For those who might be interested: Here is the definitive explanation of what PMA is concerned with, THERMAL FEEDBACK.
Unfortunately, the paper: Solomon 'The Monolithic OP AMP: A Tutorial Study' is too long to be put up here. It is in the Nov 1974, IEEE Journal of Solid State Circuits, and other sources such as National Semiconductor. Look it up.
That's exactly NOT what Pavel wrote, and he clarified that it's mostly he can't get the heat out of the chip due to packaging. Similarly, Scott reminded me that symmetric layout obviates that concern.

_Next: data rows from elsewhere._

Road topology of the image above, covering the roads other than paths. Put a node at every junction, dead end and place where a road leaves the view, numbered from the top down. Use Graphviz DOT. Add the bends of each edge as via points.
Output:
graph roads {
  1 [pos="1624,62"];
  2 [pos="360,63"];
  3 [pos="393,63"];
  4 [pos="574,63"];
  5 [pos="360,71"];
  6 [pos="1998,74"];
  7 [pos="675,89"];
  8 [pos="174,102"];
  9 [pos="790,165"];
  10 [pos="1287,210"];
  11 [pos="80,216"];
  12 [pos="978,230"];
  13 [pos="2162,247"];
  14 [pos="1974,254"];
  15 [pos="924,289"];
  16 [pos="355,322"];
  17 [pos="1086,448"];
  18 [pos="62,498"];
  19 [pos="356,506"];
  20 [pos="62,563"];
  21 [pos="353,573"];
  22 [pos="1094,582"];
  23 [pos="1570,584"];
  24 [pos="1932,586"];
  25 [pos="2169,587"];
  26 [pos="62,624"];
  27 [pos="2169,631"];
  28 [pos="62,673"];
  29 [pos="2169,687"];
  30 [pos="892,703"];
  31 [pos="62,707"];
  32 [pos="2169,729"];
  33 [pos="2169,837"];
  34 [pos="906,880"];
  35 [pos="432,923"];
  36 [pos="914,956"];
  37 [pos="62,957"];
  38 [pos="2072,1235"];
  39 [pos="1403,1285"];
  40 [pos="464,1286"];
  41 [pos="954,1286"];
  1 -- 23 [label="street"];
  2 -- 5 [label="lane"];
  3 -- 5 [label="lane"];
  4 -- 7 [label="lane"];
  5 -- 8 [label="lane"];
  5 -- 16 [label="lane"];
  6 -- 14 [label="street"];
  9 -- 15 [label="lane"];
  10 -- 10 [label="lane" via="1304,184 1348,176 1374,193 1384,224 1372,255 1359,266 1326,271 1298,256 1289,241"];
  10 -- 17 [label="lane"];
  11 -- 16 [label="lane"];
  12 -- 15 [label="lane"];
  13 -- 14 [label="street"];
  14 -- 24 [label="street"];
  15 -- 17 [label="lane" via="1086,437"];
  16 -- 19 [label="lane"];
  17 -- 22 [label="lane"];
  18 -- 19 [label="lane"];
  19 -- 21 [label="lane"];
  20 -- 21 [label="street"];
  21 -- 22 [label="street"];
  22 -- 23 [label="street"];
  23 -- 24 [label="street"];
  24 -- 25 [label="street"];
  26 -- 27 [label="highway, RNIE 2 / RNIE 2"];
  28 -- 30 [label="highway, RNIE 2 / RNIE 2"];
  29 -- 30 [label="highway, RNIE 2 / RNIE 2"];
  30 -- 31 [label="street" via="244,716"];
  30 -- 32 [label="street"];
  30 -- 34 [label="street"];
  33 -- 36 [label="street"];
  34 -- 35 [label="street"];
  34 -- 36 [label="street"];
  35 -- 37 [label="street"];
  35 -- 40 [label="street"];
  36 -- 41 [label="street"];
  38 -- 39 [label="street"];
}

Now, Solomon's paper is a pretty good read if I'm remembering correctly.
For those who might be interested: Here is the definitive explanation of what PMA is concerned with, THERMAL FEEDBACK.
Unfortunately, the paper: Solomon 'The Monolithic OP AMP: A Tutorial Study' is too long to be put up here. It is in the Nov 1974, IEEE Journal of Solid State Circuits, and other sources such as National Semiconductor. Look it up.
Problem identified problem solved decades ago, you fail to note the problem is not inherent and easily designed around.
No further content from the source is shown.